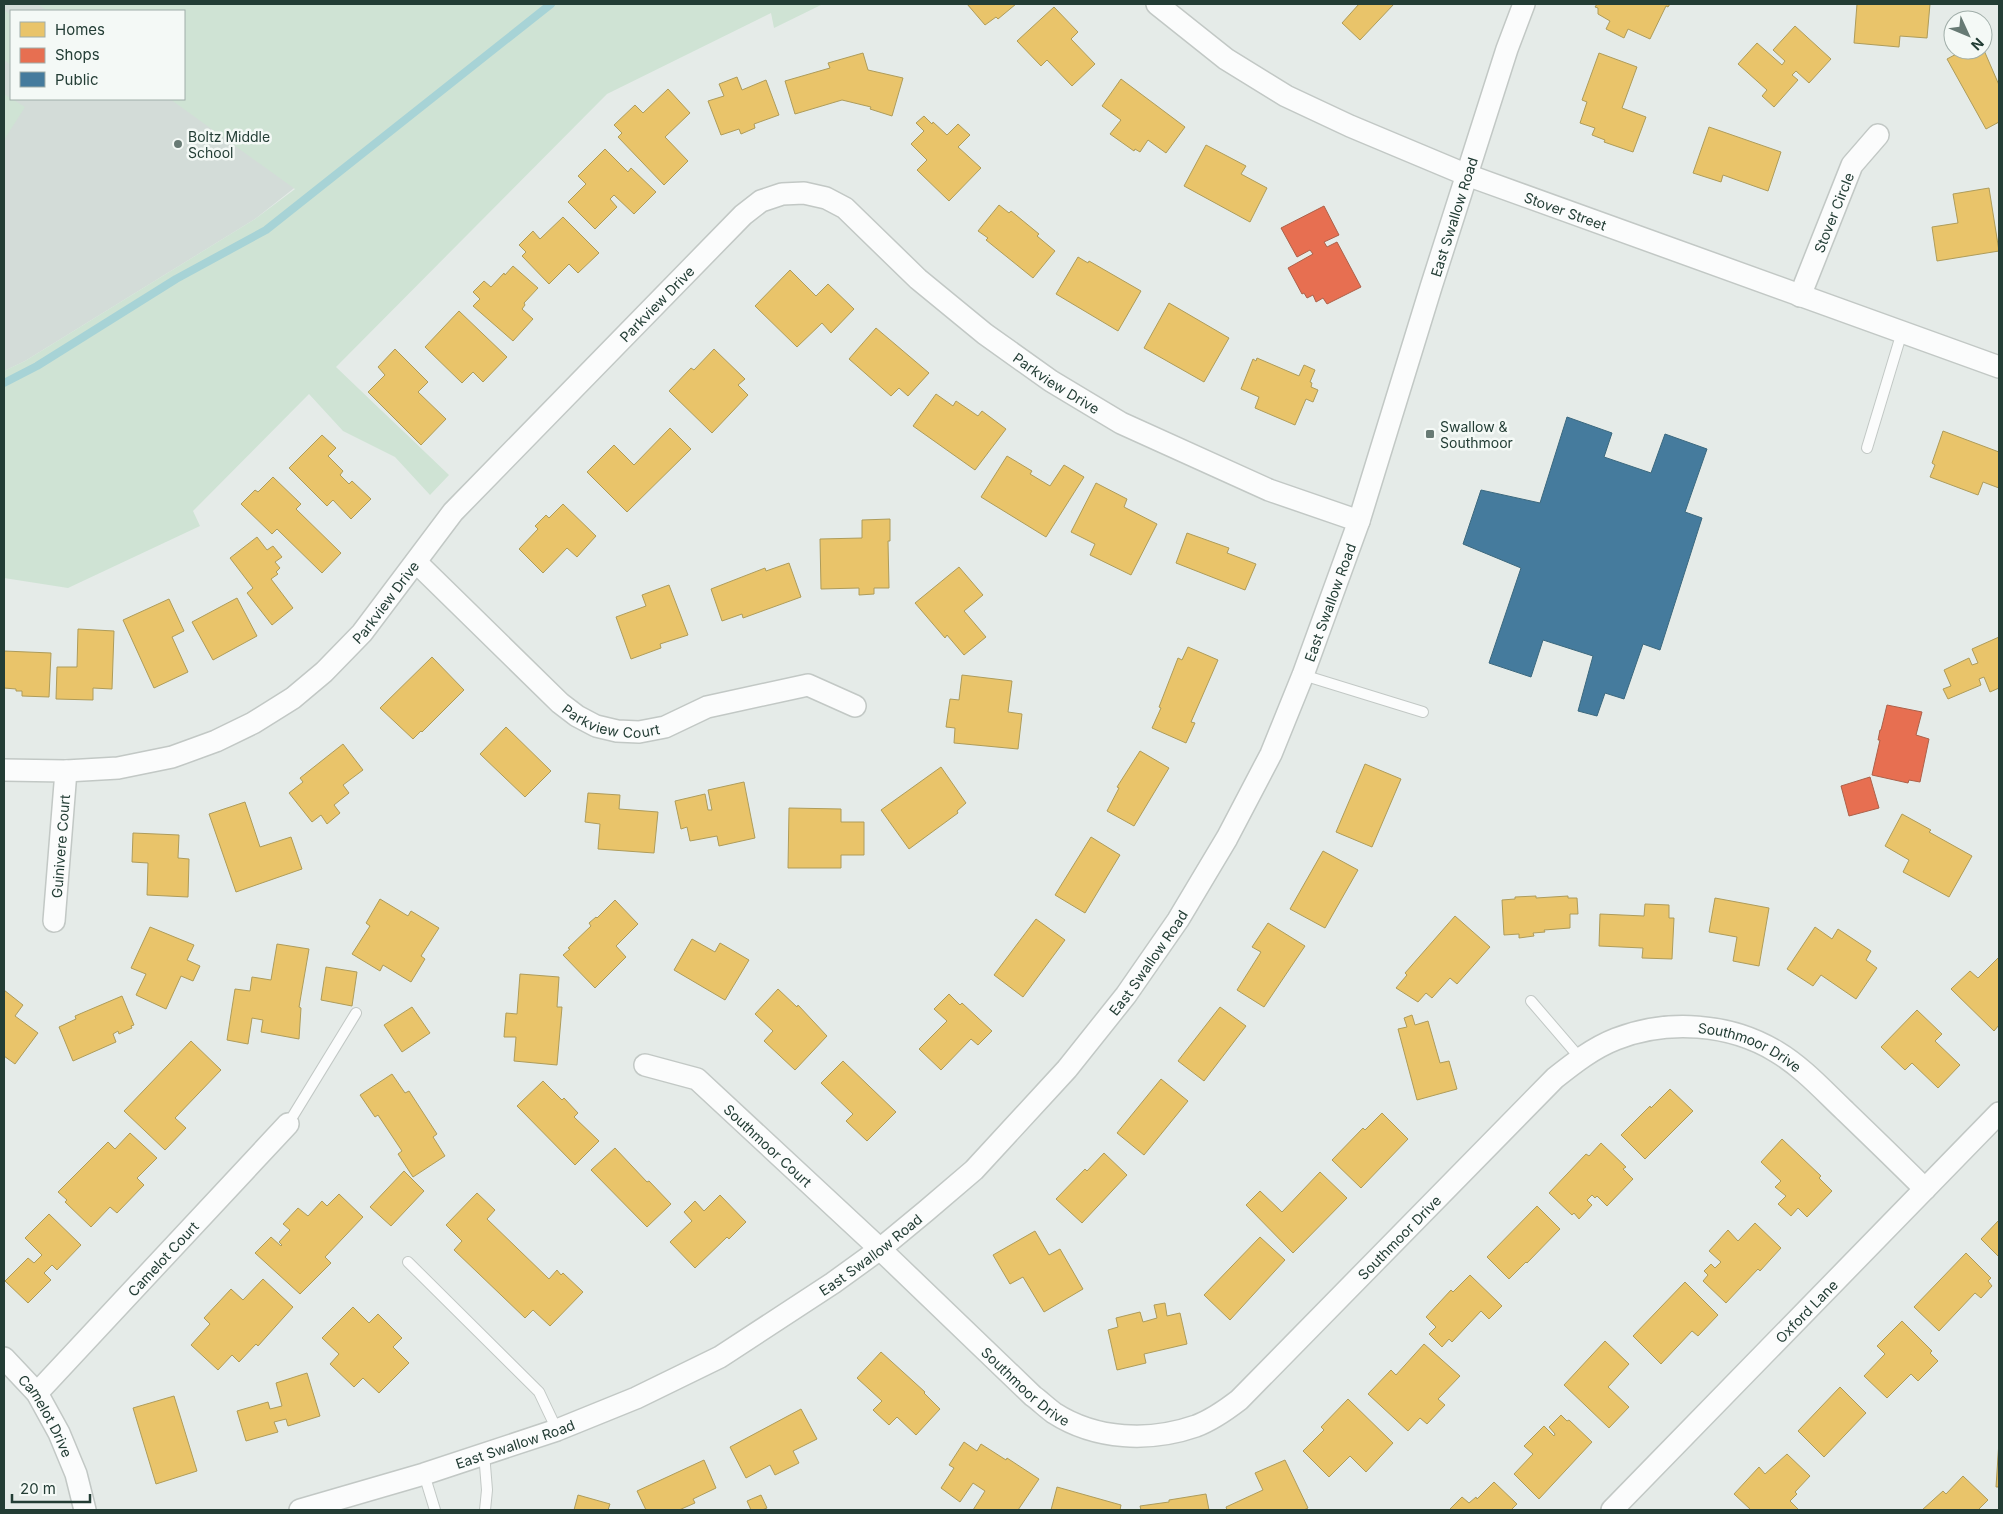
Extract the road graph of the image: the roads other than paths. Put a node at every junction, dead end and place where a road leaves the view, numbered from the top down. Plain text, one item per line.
1 (1157, 4) edge
2 (1524, 4) edge
3 (1878, 135) dead end
4 (1467, 175) junction
5 (1800, 296) junction
6 (1902, 332) junction
7 (1999, 367) edge
8 (1867, 448) dead end
9 (1359, 522) junction
10 (416, 562) junction
11 (1304, 675) junction
12 (855, 706) dead end
13 (1422, 712) dead end
14 (4, 770) edge
15 (66, 771) junction
16 (54, 921) dead end
17 (1531, 1002) dead end
18 (356, 1013) dead end
19 (1580, 1058) junction
20 (645, 1065) dead end
21 (1999, 1113) edge
22 (288, 1124) joint
23 (1926, 1189) junction
24 (880, 1249) junction
25 (408, 1262) dead end
26 (4, 1358) edge
27 (37, 1394) junction
28 (557, 1430) junction
29 (484, 1453) junction
30 (424, 1474) junction
31 (85, 1510) edge
32 (300, 1510) edge
33 (434, 1510) edge
34 (485, 1510) edge
35 (1612, 1510) edge

1 - 4 street, Stover Street
2 - 4 street, East Swallow Road
3 - 5 street, Stover Circle
4 - 5 street, Stover Street
4 - 9 street, East Swallow Road
5 - 6 street, Stover Street
6 - 7 street, Stover Street
6 - 8 lane
9 - 10 street, Parkview Drive
9 - 11 street, East Swallow Road
10 - 12 street, Parkview Court
10 - 15 street, Parkview Drive
11 - 13 lane
11 - 24 street, East Swallow Road
14 - 15 street, Parkview Drive
15 - 16 street, Guinivere Court
17 - 19 lane
18 - 22 lane
19 - 23 street, Southmoor Drive
19 - 24 street, Southmoor Drive
20 - 24 street, Southmoor Court
21 - 23 street, Oxford Lane
22 - 27 street, Camelot Court
23 - 35 street, Oxford Lane
24 - 28 street, East Swallow Road
25 - 28 lane
26 - 27 street, Camelot Drive
27 - 31 street, Camelot Drive
28 - 29 street, East Swallow Road
29 - 30 street, East Swallow Road
29 - 34 lane
30 - 32 street, East Swallow Road
30 - 33 lane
· · · ·
Copy out each line of the data exactly as it reads; skip the pictures.

COMPLETED EXERCISE:
Extract the road graph of the image: the roads other than paths. Put a node at every junction, dead end and place where a road leaves the view, numbered from the top down. Plain text, one item per line.
1 (1157, 4) edge
2 (1524, 4) edge
3 (1878, 135) dead end
4 (1467, 175) junction
5 (1800, 296) junction
6 (1902, 332) junction
7 (1999, 367) edge
8 (1867, 448) dead end
9 (1359, 522) junction
10 (416, 562) junction
11 (1304, 675) junction
12 (855, 706) dead end
13 (1422, 712) dead end
14 (4, 770) edge
15 (66, 771) junction
16 (54, 921) dead end
17 (1531, 1002) dead end
18 (356, 1013) dead end
19 (1580, 1058) junction
20 (645, 1065) dead end
21 (1999, 1113) edge
22 (288, 1124) joint
23 (1926, 1189) junction
24 (880, 1249) junction
25 (408, 1262) dead end
26 (4, 1358) edge
27 (37, 1394) junction
28 (557, 1430) junction
29 (484, 1453) junction
30 (424, 1474) junction
31 (85, 1510) edge
32 (300, 1510) edge
33 (434, 1510) edge
34 (485, 1510) edge
35 (1612, 1510) edge

1 - 4 street, Stover Street
2 - 4 street, East Swallow Road
3 - 5 street, Stover Circle
4 - 5 street, Stover Street
4 - 9 street, East Swallow Road
5 - 6 street, Stover Street
6 - 7 street, Stover Street
6 - 8 lane
9 - 10 street, Parkview Drive
9 - 11 street, East Swallow Road
10 - 12 street, Parkview Court
10 - 15 street, Parkview Drive
11 - 13 lane
11 - 24 street, East Swallow Road
14 - 15 street, Parkview Drive
15 - 16 street, Guinivere Court
17 - 19 lane
18 - 22 lane
19 - 23 street, Southmoor Drive
19 - 24 street, Southmoor Drive
20 - 24 street, Southmoor Court
21 - 23 street, Oxford Lane
22 - 27 street, Camelot Court
23 - 35 street, Oxford Lane
24 - 28 street, East Swallow Road
25 - 28 lane
26 - 27 street, Camelot Drive
27 - 31 street, Camelot Drive
28 - 29 street, East Swallow Road
29 - 30 street, East Swallow Road
29 - 34 lane
30 - 32 street, East Swallow Road
30 - 33 lane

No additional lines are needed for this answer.